Emissary veins emerge during fetal development as auxiliary outflow channels when the rapidly enlarging transverse sinuses outpace the capacity of the sigmoid sinus and IJV, and a variable number persist postnatally with highly diverse morphologies [12]. The extracranial fenestration documented here most likely reflects incomplete coalescence of parallel plexiform venous channels during this developmental process, representing part of the recognised spectrum of extraaxial developmental venous anomalies [10].
The present case demonstrated a large MEV (6.6 mm) exiting a single mastoid foramen and forming a 2.33 cm-long extracranial fenestration shortly distal to the foramen, with three deep communicating veins to the suboccipital venous plexus and distal continuation as the deep cervical vein.
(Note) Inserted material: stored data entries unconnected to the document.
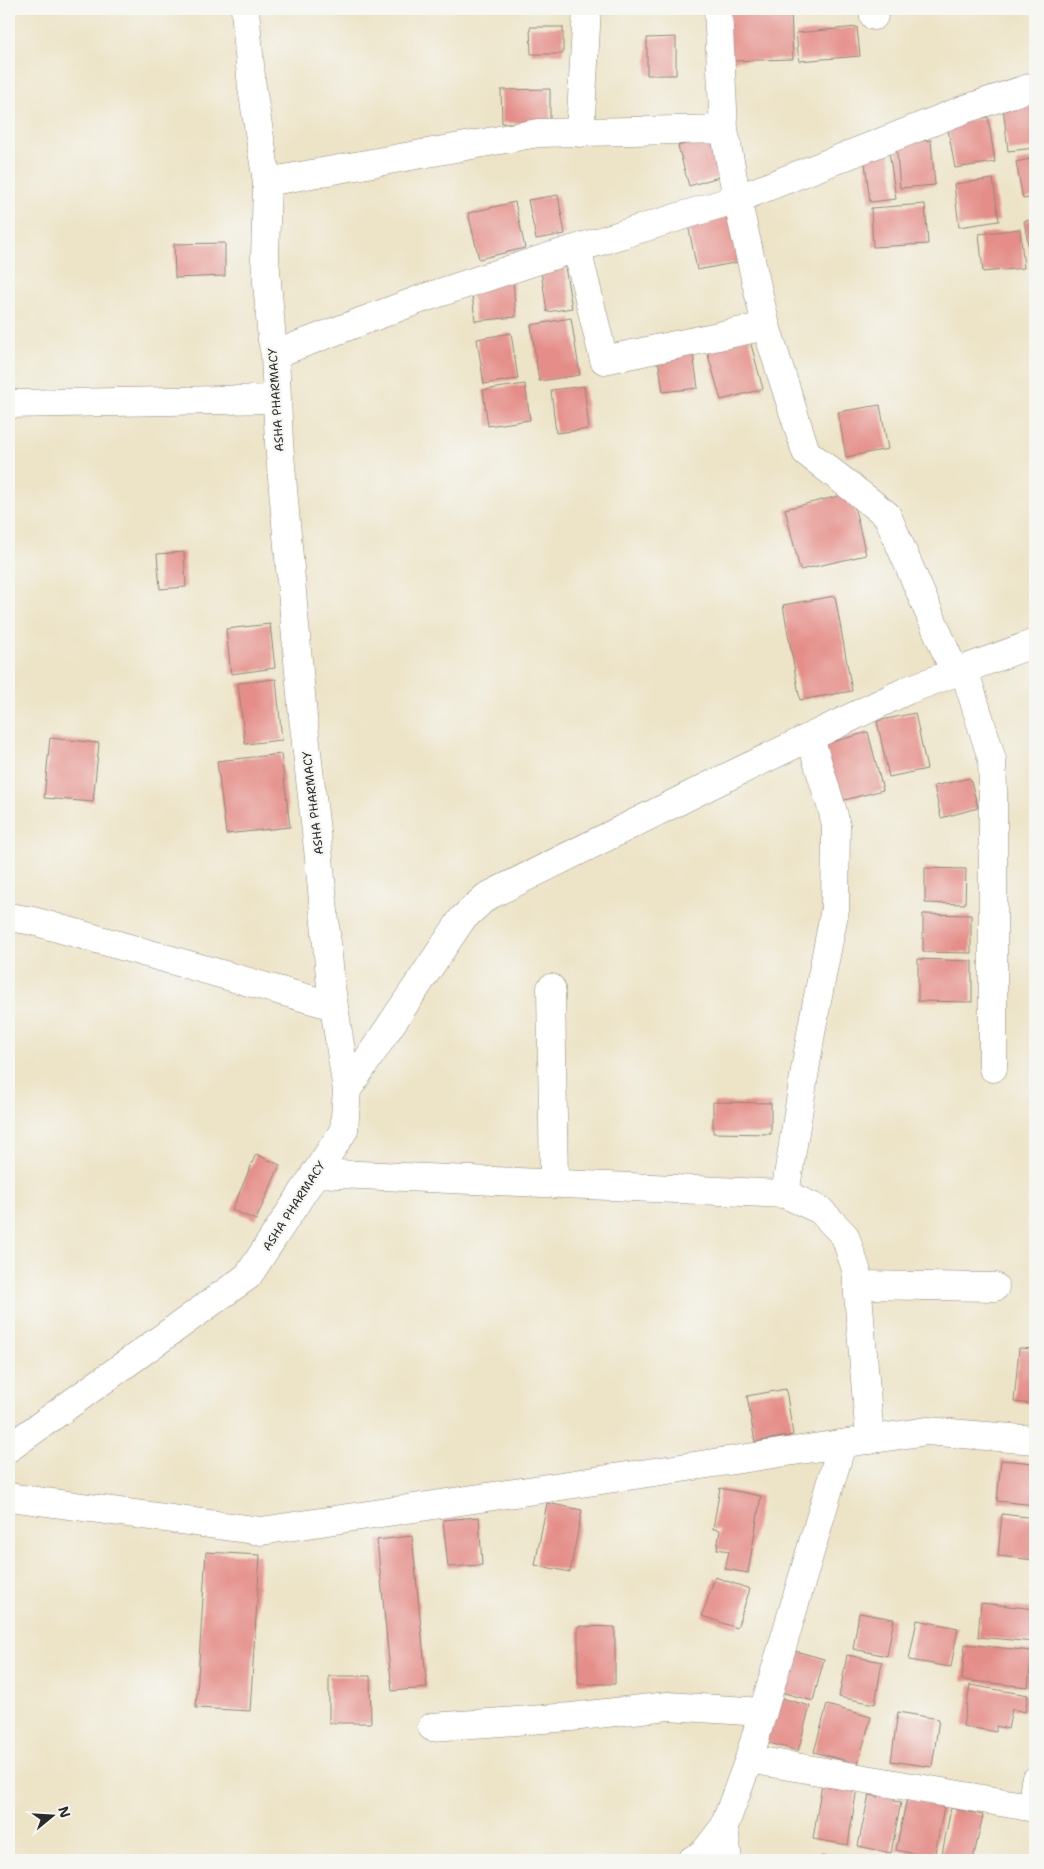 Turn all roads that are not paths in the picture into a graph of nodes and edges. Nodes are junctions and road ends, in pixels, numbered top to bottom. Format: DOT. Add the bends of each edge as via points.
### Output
graph roads {
  1 [pos="245,9"];
  2 [pos="587,9"];
  3 [pos="718,9"];
  4 [pos="1035,86"];
  5 [pos="724,129"];
  6 [pos="580,133"];
  7 [pos="268,182"];
  8 [pos="737,200"];
  9 [pos="577,249"];
  10 [pos="766,326"];
  11 [pos="274,354"];
  12 [pos="277,399"];
  13 [pos="9,404"];
  14 [pos="1035,643"];
  15 [pos="959,671"];
  16 [pos="810,738"];
  17 [pos="9,916"];
  18 [pos="551,988"];
  19 [pos="334,1006"];
  20 [pos="993,1068"];
  21 [pos="347,1090"];
  22 [pos="315,1173"];
  23 [pos="554,1184"];
  24 [pos="785,1194"];
  25 [pos="857,1285"];
  26 [pos="995,1287"];
  27 [pos="870,1440"];
  28 [pos="1035,1440"];
  29 [pos="842,1444"];
  30 [pos="9,1446"];
  31 [pos="9,1497"];
  32 [pos="763,1712"];
  33 [pos="432,1727"];
  34 [pos="749,1759"];
  35 [pos="1034,1798"];
  36 [pos="724,1827"];
  37 [pos="692,1860"];
  38 [pos="728,1860"];
  1 -- 7 [label="street, ASHA PHARMACY" via="252,88"];
  2 -- 6 [label="street"];
  3 -- 5 [label="street"];
  4 -- 8 [label="street" via="965,109"];
  5 -- 6 [label="street"];
  5 -- 8 [label="street"];
  6 -- 7 [label="street" via="538,133"];
  7 -- 11 [label="street, ASHA PHARMACY" via="265,259"];
  8 -- 9 [label="street"];
  8 -- 10 [label="street"];
  9 -- 10 [label="street" via="604,360"];
  9 -- 11 [label="street" via="420,299"];
  10 -- 15 [label="street" via="806,452 887,515"];
  11 -- 12 [label="street, ASHA PHARMACY"];
  12 -- 13 [label="street"];
  12 -- 19 [label="street, ASHA PHARMACY" via="302,717"];
  14 -- 15 [label="street"];
  15 -- 16 [label="street" via="908,690"];
  15 -- 20 [label="street" via="992,759"];
  16 -- 21 [label="street" via="486,897 462,919"];
  16 -- 24 [label="street" via="836,825 836,909 812,1027"];
  17 -- 19 [label="street"];
  18 -- 23 [label="street"];
  19 -- 21 [label="street, ASHA PHARMACY"];
  21 -- 22 [label="street, ASHA PHARMACY" via="344,1130"];
  22 -- 23 [label="street"];
  22 -- 30 [label="street, ASHA PHARMACY" via="248,1276"];
  23 -- 24 [label="street"];
  24 -- 25 [label="street" via="820,1210 845,1236 856,1269"];
  25 -- 26 [label="street"];
  25 -- 27 [label="street"];
  27 -- 28 [label="street" via="927,1431"];
  27 -- 29 [label="street"];
  29 -- 31 [label="street" via="261,1531"];
  29 -- 32 [label="street"];
  32 -- 33 [label="street" via="668,1706"];
  32 -- 34 [label="street"];
  34 -- 35 [label="street"];
  34 -- 36 [label="street"];
  36 -- 37 [label="street" via="704,1853"];
  36 -- 38 [label="street"];
}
From a morphometric perspective, the diameter observed here is well above the typical ranges reported in imaging and dry skull series. There were reported mastoid emissary foramen diameters up to 5.0 mm on the right and 4.4 mm on the left in an MDCT cohort [5]. D’Mello et al. (2025) summarised that most MEVs in published series are < 2–3 mm, with enlarged veins (> 4–5 mm) forming a small minority [3]. Our 6.6 mm MEV exceeds the 3.5 mm threshold proposed as clinically significant and falls within the range that has been associated with operative bleeding in modern otologic series [3, 13].
Multiplicity of the bony pathway, multiple mastoid emissary canals/foramina or accessory canals, has been described in anatomical and imaging studies, including high-resolution CT and cone-beam CT [5, 6, 11, 13, 14]. In our case, however, the bony exit was single, and the variation occurred extracranially as a split-and-rejoin segment (fenestration). Such a configuration could be misinterpreted as two independent veins on non-contrast imaging and may be relevant if the MEV is evaluated as a surgical corridor landmark or as a target for occlusion.
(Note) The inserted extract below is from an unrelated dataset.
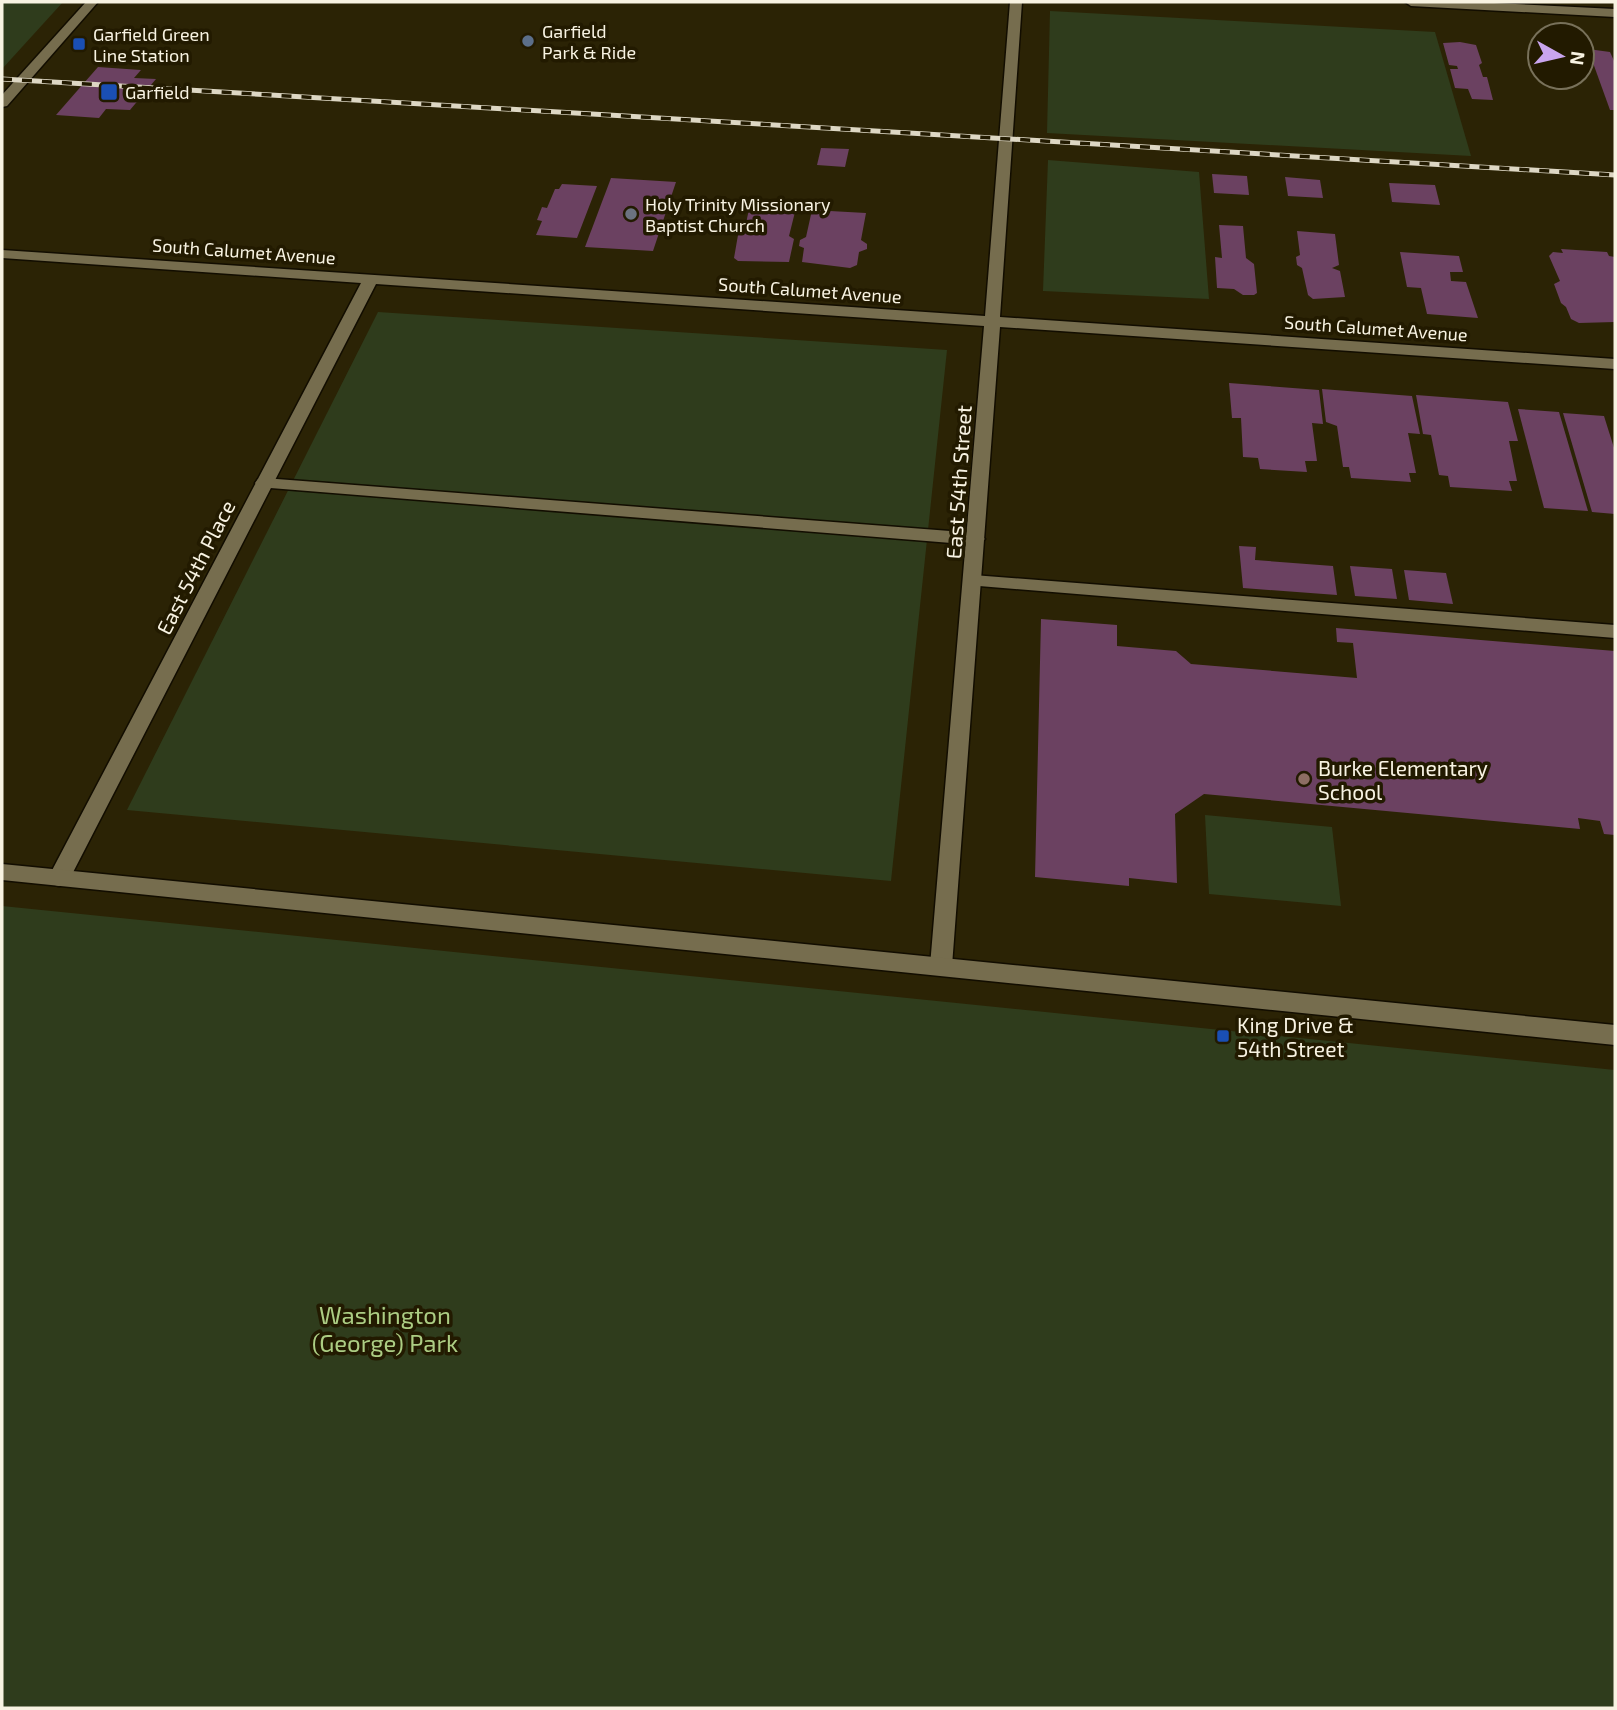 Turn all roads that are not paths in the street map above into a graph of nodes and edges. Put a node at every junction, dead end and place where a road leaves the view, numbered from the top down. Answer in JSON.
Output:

The three anastomoses with the suboccipital venous plexus and the continuation as the deep cervical vein support the concept that the MEV can participate in posterior neck venous drainage pathways. Emissary veins may assume a major collateral outflow function when normal jugular outflow is altered [13], and the multiple extracranial communications in our case could represent a robust collateral route. The MEV was recently highlighted as one of the named tributaries of the condylar emissary venous plexus in the occipitoatlantal region, further underscoring its role in the suboccipital venous communication network and its potential to contribute to uncontrolled intraoperative bleeding during upper cervical procedures [16].
Unilateral vertebral artery hypoplasia is not an uncommon finding, with a pooled prevalence of 13.41% reported in a recent meta-analysis of 176,391 subjects across 32 studies encompassing the V3 and V4 segments [15], and prevalences as high as 40.9% recorded in large MRI series when a broader diameter threshold is applied [2]. The calibre reduction of the left V4 in our case is therefore consistent with a recognised anatomical variant rather than acquired stenosis, further contextualised by the fact that a transdural origin of the PICA, itself a facultative content of the VA dural ring, was identified in 5.56% of vertebral arteries in a dedicated CTA prevalence study [4].
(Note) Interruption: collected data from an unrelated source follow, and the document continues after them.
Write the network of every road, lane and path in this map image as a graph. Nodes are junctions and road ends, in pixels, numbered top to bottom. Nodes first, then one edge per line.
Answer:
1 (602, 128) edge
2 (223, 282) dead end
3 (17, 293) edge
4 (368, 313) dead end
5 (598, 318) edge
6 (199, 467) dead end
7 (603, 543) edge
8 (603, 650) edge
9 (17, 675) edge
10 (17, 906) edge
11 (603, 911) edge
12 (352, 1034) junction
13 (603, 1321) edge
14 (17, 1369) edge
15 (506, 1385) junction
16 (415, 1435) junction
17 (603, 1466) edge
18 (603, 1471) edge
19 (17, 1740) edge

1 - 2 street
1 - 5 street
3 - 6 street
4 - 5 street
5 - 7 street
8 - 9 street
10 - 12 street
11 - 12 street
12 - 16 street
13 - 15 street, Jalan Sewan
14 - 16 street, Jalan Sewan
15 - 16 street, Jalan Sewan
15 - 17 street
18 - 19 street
Venous pulsatile tinnitus due to enlarged MEV has been documented as unilateral or bilateral and has been managed successfully by surgical ligation or endovascular coiling/embolization in selected patients [1, 8, 9, 17]. Although the present case was identified during anatomical documentation rather than in a symptomatic setting, a fenestrated segment may be clinically relevant if occlusion is planned, because persistent flow through an unoccluded limb could theoretically maintain symptoms or promote collateralisation.
From a surgical perspective, the mastoid and suboccipital regions are frequently traversed in posterior fossa surgery and are increasingly traversed in otologic implant procedures. High-resolution CT has been recommended for identifying mastoid emissary anatomy preoperatively [6, 13], and D’Mello et al. (2025) emphasised a review of prior temporal bone CT to mitigate avoidable bleeding risk during Osia implantation [3]. Our findings extend this message by showing that clinically relevant variation may occur beyond the bony canal, emphasising careful evaluation of the extracranial venous segment when contrast-enhanced imaging is available.
Limitations of this report include its single-case design and the lack of haemodynamic or clinical correlation. Nevertheless, recognition of extracranial fenestration as a possible MEV variant adds nuance to radiological interpretation and may assist surgeons and interventionalists working in the posterior mastoid and upper cervical region.